▶ [Stored items]:
⟨
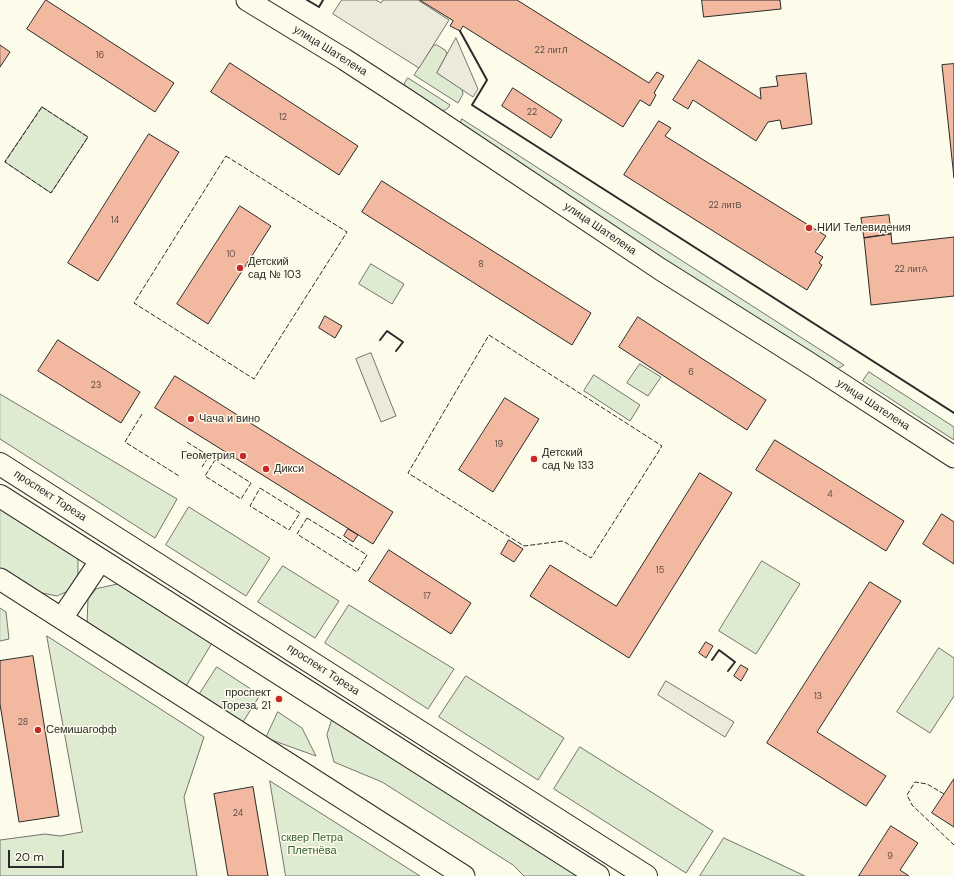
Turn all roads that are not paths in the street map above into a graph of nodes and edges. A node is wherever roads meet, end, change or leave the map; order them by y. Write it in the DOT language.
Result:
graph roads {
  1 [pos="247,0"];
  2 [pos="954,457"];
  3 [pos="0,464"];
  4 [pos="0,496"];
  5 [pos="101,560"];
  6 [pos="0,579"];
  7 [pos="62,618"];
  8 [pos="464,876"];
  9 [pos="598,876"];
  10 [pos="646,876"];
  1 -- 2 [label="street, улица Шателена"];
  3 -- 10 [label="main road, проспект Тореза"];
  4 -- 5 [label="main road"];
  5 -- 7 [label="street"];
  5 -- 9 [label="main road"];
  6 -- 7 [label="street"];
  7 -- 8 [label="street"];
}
⟩
▶ [What the task asks]: Pictures stay out, but every record above is to be returned exactly.

▶ [Task answer]:
Turn all roads that are not paths in the street map above into a graph of nodes and edges. A node is wherever roads meet, end, change or leave the map; order them by y. Write it in the DOT language.
Result:
graph roads {
  1 [pos="247,0"];
  2 [pos="954,457"];
  3 [pos="0,464"];
  4 [pos="0,496"];
  5 [pos="101,560"];
  6 [pos="0,579"];
  7 [pos="62,618"];
  8 [pos="464,876"];
  9 [pos="598,876"];
  10 [pos="646,876"];
  1 -- 2 [label="street, улица Шателена"];
  3 -- 10 [label="main road, проспект Тореза"];
  4 -- 5 [label="main road"];
  5 -- 7 [label="street"];
  5 -- 9 [label="main road"];
  6 -- 7 [label="street"];
  7 -- 8 [label="street"];
}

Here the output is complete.